The Bybit Heist: A case Study in Sophistication
The Bybit attack illustrates a move beyond simple code exploitation to highly sophisticated social engineering. The hackers did not directly breach Bybit’s systems. Instead, they compromised a developer at Safe{Wallet}, a third-party service Bybit uses for multi-signature transactions. By manipulating the user interface that only Bybit employees would see, the hackers secretly rerouted a routine fund transfer to wallets they controlled. This meant that when Bybit staff approved what looked like a legitimate transaction, they were unknowingly sending a vast fortune to the attackers.
Obfuscating the Trail: The Laundering Arms Race
Stealing the funds is only the first step. The subsequent laundering process is a complex, multi-stage effort to break the transaction trail on the blockchain. North Korean operatives have become adept at using a suite of obfuscation tools .
They engage in “chain hopping”, moving stolen assets between different blockchains (e.g., from Ethereum to Bitcoin) using cross-chain bridges to complicate tracking. They heavily rely on coin mixers or tumblers, services that pool and jumble funds from many users to make the origin of stolen coins nearly impossible to trace. Furthermore, Elliptic notes the use of obscure protocols and even self-issued tokens to further disguise the movement of funds.

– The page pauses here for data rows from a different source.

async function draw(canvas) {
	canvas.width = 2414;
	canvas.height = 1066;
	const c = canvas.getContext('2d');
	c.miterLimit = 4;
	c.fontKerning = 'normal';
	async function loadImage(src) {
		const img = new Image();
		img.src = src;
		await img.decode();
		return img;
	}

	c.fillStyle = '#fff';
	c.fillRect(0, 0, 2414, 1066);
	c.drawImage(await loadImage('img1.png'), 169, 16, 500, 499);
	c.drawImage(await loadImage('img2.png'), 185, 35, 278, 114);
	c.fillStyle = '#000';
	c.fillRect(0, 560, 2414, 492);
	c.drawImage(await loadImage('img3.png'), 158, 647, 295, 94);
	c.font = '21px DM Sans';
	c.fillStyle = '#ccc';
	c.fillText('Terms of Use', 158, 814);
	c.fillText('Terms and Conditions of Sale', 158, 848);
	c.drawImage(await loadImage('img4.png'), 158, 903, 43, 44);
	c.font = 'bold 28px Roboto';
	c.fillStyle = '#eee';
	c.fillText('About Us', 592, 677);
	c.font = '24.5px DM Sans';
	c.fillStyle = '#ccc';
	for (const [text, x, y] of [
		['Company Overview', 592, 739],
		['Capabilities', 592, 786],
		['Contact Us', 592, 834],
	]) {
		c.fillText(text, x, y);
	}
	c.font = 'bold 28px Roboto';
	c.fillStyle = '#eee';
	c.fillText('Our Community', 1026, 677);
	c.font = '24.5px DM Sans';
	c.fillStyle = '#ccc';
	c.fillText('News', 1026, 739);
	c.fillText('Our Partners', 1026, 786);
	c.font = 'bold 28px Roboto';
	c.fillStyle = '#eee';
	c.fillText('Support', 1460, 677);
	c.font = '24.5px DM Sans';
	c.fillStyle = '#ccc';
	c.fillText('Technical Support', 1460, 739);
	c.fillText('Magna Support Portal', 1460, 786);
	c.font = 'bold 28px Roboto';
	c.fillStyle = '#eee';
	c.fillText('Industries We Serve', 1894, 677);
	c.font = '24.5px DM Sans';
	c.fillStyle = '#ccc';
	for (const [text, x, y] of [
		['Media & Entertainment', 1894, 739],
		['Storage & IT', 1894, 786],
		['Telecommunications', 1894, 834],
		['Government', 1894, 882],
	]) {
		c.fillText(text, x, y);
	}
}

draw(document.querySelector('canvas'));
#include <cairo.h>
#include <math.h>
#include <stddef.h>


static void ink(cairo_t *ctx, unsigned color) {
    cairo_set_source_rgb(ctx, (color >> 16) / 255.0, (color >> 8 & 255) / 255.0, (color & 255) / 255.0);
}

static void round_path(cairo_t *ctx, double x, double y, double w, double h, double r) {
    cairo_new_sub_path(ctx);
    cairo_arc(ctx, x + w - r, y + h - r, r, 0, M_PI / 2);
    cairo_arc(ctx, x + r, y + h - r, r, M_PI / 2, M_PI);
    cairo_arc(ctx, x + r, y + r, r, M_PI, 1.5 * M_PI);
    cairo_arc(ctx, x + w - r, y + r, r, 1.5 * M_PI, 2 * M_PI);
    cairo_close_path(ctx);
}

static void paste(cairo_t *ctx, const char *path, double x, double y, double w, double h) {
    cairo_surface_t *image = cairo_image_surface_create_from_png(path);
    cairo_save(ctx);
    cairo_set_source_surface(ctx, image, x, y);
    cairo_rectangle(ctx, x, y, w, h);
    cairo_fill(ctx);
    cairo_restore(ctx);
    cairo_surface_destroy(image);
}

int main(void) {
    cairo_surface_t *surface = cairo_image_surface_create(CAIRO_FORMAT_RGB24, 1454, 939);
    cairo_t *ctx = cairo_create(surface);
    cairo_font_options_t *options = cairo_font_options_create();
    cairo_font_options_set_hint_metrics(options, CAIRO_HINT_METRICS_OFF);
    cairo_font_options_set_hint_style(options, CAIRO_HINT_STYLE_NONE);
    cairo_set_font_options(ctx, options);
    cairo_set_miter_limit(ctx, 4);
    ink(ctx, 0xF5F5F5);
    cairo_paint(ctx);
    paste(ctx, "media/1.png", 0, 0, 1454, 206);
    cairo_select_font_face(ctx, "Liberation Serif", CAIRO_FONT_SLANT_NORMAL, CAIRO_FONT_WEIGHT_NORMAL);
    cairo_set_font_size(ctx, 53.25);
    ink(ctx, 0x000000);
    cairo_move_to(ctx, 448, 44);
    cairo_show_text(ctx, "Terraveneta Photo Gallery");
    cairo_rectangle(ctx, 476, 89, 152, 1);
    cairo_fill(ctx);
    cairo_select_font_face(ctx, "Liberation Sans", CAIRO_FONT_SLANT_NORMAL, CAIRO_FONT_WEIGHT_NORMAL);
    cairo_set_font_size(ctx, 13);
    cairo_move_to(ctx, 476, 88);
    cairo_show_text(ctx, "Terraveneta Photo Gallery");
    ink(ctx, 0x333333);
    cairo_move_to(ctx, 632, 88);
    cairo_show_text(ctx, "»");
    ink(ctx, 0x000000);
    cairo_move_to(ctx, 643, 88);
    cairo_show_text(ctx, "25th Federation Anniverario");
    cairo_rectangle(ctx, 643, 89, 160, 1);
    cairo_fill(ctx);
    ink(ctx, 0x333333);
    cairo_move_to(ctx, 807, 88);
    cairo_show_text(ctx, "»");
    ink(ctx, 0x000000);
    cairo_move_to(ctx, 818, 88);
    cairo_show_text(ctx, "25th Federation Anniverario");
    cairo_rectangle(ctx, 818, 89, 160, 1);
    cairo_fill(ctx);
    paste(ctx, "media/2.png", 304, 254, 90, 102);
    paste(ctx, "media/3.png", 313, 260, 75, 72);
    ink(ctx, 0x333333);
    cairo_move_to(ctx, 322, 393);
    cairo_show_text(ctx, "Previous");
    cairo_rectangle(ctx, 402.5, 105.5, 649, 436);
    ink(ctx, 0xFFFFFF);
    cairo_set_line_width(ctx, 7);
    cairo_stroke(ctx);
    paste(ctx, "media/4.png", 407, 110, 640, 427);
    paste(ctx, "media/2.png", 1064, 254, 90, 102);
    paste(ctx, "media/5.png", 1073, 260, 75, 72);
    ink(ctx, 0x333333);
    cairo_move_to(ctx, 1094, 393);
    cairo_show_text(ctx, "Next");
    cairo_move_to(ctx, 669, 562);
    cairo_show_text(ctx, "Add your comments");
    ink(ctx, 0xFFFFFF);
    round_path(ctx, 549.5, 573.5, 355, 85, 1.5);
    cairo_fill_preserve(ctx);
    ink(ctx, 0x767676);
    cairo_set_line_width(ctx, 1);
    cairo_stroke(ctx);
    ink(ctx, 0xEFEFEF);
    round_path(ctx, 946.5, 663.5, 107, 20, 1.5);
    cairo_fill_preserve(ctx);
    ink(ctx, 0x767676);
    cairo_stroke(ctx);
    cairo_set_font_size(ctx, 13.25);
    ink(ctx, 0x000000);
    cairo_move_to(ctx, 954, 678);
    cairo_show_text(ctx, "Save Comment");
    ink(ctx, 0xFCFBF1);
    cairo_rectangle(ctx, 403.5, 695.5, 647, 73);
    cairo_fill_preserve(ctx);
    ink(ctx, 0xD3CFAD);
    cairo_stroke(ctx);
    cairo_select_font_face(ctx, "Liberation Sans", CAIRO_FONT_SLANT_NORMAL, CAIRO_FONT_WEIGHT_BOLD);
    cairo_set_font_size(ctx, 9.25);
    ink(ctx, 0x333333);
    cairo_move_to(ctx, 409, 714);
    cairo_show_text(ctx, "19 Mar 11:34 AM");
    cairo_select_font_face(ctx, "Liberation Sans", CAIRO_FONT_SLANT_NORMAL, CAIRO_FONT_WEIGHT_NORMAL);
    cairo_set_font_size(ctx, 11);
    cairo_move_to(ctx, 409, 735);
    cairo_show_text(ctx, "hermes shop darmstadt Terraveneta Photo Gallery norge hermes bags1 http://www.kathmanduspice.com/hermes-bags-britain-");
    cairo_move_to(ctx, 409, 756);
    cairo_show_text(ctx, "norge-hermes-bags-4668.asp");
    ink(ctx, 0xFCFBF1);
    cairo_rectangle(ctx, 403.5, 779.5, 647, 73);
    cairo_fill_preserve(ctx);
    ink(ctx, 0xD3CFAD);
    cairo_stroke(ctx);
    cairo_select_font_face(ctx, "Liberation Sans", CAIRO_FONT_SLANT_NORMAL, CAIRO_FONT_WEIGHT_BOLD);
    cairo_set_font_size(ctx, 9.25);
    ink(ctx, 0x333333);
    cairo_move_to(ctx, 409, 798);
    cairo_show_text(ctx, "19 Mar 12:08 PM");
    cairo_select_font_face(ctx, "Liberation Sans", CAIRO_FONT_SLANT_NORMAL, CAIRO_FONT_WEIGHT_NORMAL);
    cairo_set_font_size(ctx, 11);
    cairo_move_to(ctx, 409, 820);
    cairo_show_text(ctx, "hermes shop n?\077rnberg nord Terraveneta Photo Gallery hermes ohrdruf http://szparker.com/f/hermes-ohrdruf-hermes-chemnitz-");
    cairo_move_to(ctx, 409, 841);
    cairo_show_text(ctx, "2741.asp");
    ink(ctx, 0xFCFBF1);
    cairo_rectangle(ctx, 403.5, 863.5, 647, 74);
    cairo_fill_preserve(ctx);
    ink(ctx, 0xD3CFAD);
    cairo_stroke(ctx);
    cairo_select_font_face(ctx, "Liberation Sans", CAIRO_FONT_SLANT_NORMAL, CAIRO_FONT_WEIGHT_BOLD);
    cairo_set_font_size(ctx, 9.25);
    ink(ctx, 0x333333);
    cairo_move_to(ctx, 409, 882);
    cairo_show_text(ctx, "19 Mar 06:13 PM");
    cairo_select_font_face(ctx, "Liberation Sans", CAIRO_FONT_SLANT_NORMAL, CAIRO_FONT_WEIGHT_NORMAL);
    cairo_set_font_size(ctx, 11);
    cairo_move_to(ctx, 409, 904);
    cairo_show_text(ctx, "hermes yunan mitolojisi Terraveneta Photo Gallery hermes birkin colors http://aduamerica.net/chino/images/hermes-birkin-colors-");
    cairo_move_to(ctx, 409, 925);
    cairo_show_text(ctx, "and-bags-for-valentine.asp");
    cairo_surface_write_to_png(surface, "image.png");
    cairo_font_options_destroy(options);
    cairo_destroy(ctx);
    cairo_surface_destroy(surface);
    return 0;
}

A Call for Collective Defense
This evolving threat demands an equally sophisticated response. The strategic shift noted by Elliptic—from targeting exchange infrastructure to targeting individuals through deception—means that human vulnerability is now a critical security flaw. For the crypto industry, this underscores the non-negotiable need for robust cybersecurity hygiene, including measures like transaction simulation before signing and withdrawal delays for large amounts.
Ultimately, mitigating this risk requires formalized, international cooperation between industry actors, governments, and law enforcement. The window to freeze or recover stolen funds is small, and harmonizing regulations and response frameworks across jurisdictions is pivotal to disrupting the funding of a global security threat.